Away from banks, the booming oil price meant only one thing for BP and Shell: huge profits. But while BP said first-half profit had risen 29 per cent to $10.5bn (£5.9bn), an explosion in March at a Texas oil refinery affected its earnings
Meanwhile, Royal Dutch Shell unveiled half-year profits of £5.8bn, or £1.3m an hour. But it doesn't plan to stop there. Shell plans to increase the money spent on exploring for oilfields to £1bn both this year and next year. Investors had been concerned that Shell wasn't doing enough to replace its falling oil reserves.
While high oil prices have been kind to BP and Shell, they haven't been good news for the world economy. This is despite the US economy growing at an annual pace of 3.4 per cent from April through June, according to government statistics. The prospects for the UK economy, however, appear not to be so bright.
The National Institute for Economic and Social Research predicted last week that economic growth would slow sharply to 2 per cent this year.

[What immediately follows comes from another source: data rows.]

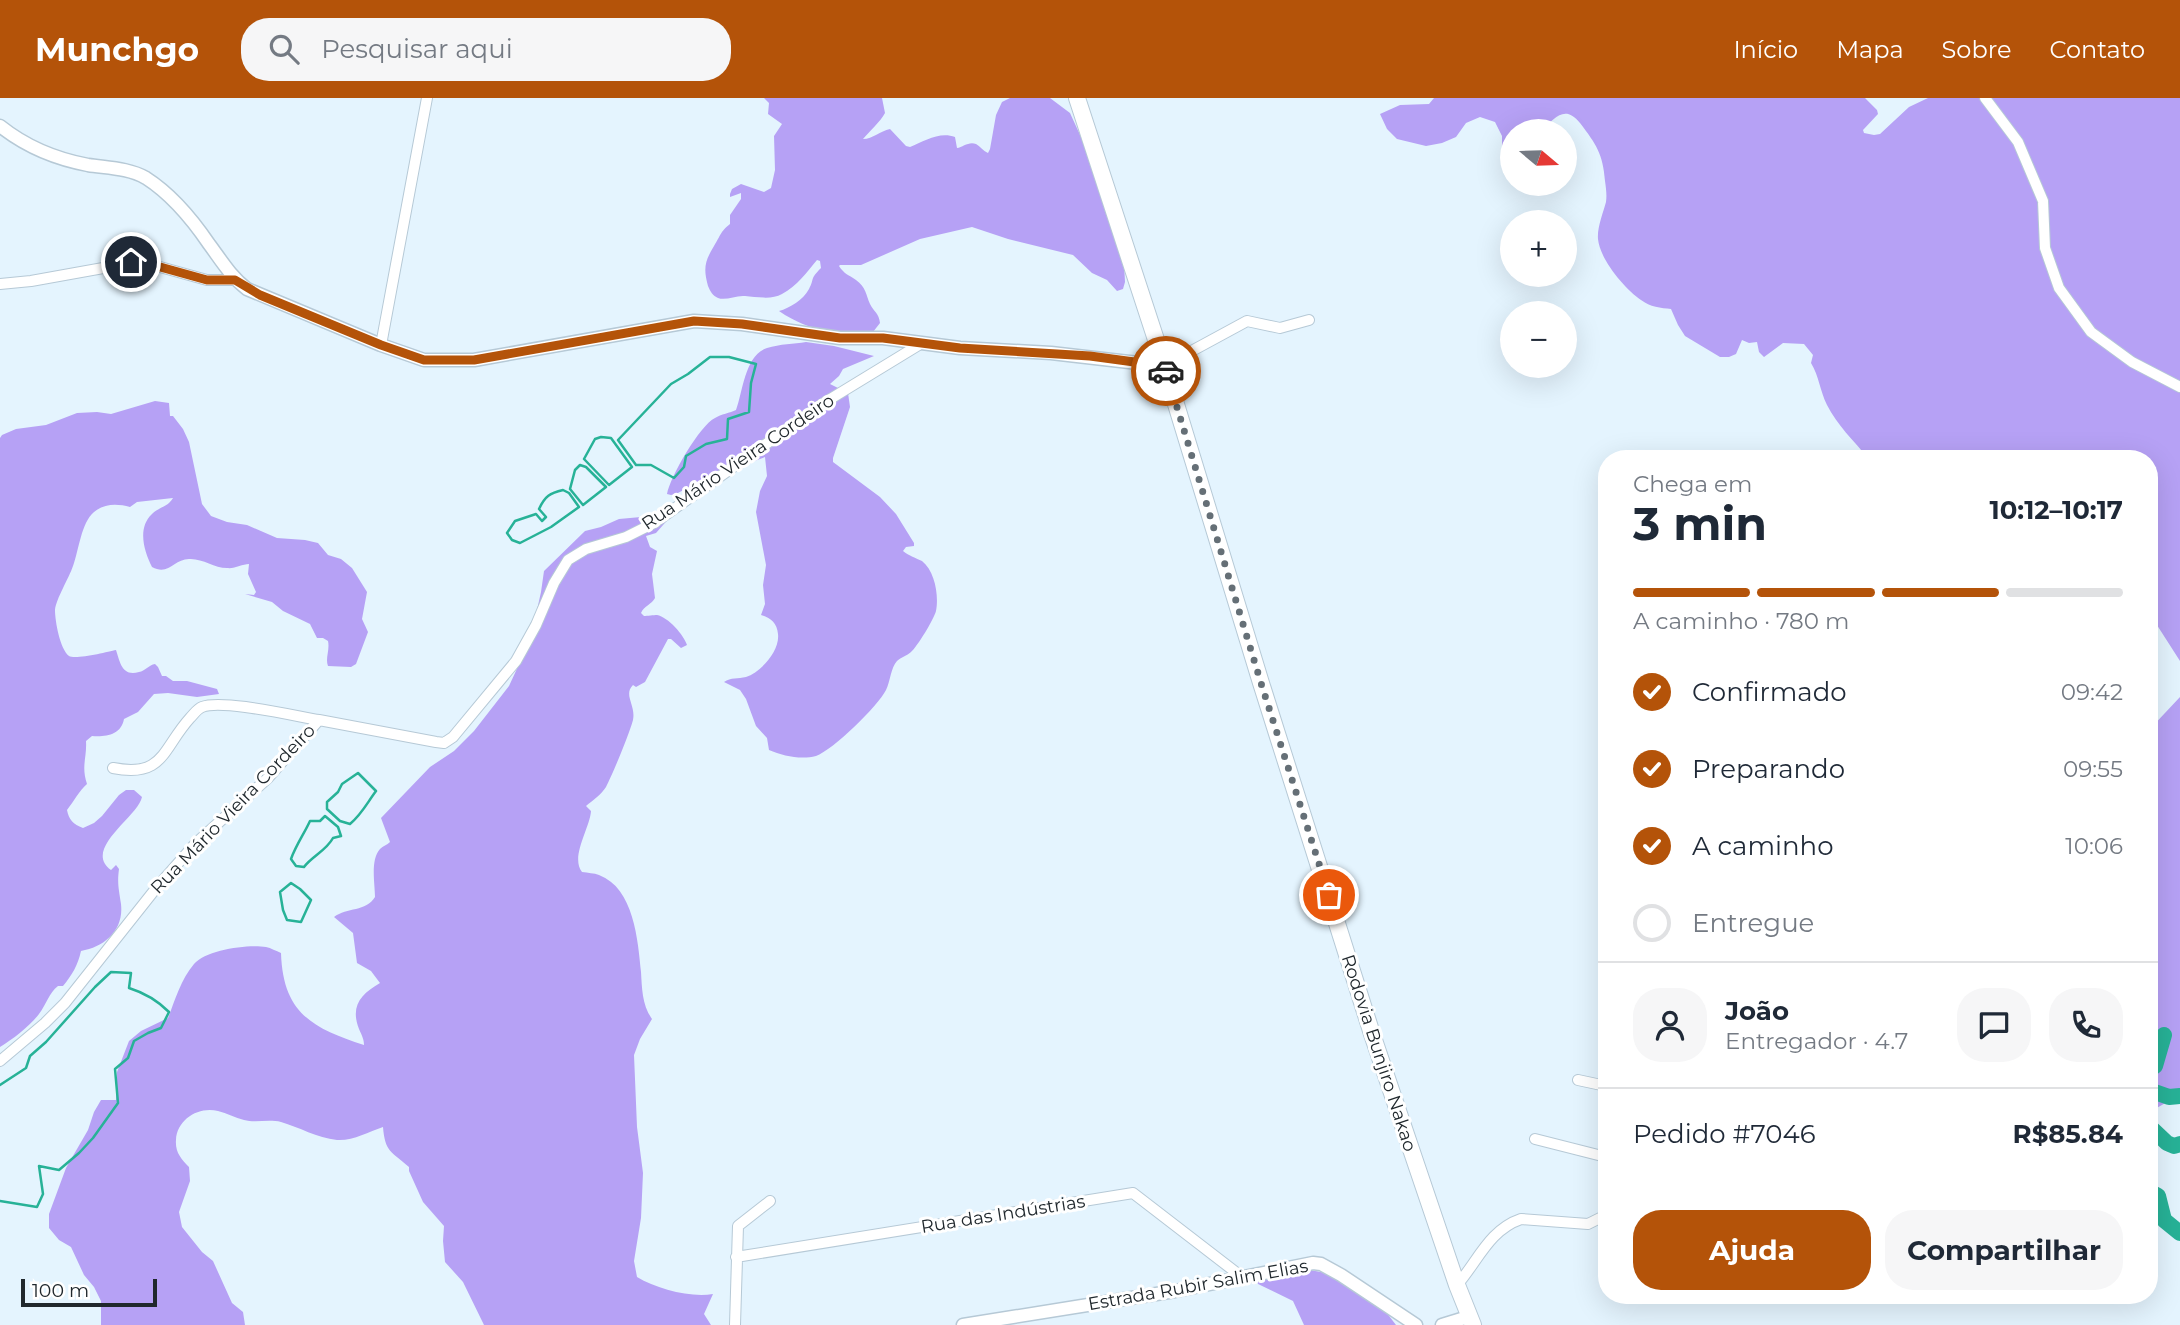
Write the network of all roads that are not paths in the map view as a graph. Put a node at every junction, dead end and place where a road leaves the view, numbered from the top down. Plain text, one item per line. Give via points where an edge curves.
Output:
1 (427, 98) edge
2 (1077, 98) edge
3 (1985, 98) edge
4 (2, 131) edge
5 (235, 280) junction
6 (0, 284) edge
7 (1310, 320) dead end
8 (922, 343) junction
9 (381, 345) junction
10 (1164, 366) junction
11 (2180, 387) edge
12 (319, 720) junction
13 (113, 768) dead end
14 (0, 1062) edge
15 (1578, 1080) dead end
16 (1598, 1084) edge
17 (1535, 1139) dead end
18 (1598, 1155) edge
19 (770, 1201) dead end
20 (1598, 1219) edge
21 (736, 1257) junction
22 (1242, 1277) junction
23 (1457, 1285) junction
24 (1470, 1321) edge
25 (735, 1325) edge
26 (963, 1325) edge
27 (1416, 1325) edge
28 (1442, 1325) edge

1 - 9 street
2 - 10 main road, Rodovia Bunjiro Nakao
3 - 11 street via 2018,142 2043,201 2045,248 2059,288 2091,332 2132,362
4 - 5 street via 55,156 144,177 197,226
5 - 6 street via 207,280 131,262
5 - 9 street via 260,295
7 - 10 street via 1280,328 1247,321
8 - 9 street via 694,321 474,360 424,360
8 - 10 street
8 - 12 street, Rua Mário Vieira Cordeiro via 827,401 654,523 568,560 516,660 444,743
10 - 23 main road, Rodovia Bunjiro Nakao via 1372,1034
12 - 13 street via 204,706 152,766 141,771
12 - 14 street, Rua Mário Vieira Cordeiro via 268,778 195,844 156,887 65,1003
15 - 16 street
17 - 18 street
19 - 21 street via 738,1226
20 - 23 street via 1588,1224 1521,1219 1510,1223 1490,1239
21 - 22 street, Rua das Indústrias via 1133,1193
21 - 25 street
22 - 26 street, Estrada Rubir Salim Elias
22 - 27 street, Estrada Rubir Salim Elias via 1321,1264
23 - 24 main road, Rodovia Bunjiro Nakao
24 - 28 street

There were further concerns on the UK high street when women's clothing retailer Monsoon warned that the recent London bombings had affected its performance.
While retail conditions may be tough, consumers are still buying chocolate and soft drinks. Cadbury Schweppes last week reported its best interim trading performance in a decade, with pre-tax profit reaching £344m.
There was plenty of action in the media sector as Rupert Murdoch's son, Lachlan, quit as deputy chief operating officer at News Corp. Lachlan, 33, was seen as a likely successor to his father but is instead moving to Australia. Pearson, meanwhile, the owner of the Financial Times newspaper, named Glen Moreno as its new chairman to succeed Lord Stevenson. Mr Moreno was a former chief executive at investment company Fidelity. Trinity Mirror, the owner of the Daily Mirror, warned that the advertising outlook remained gloomy.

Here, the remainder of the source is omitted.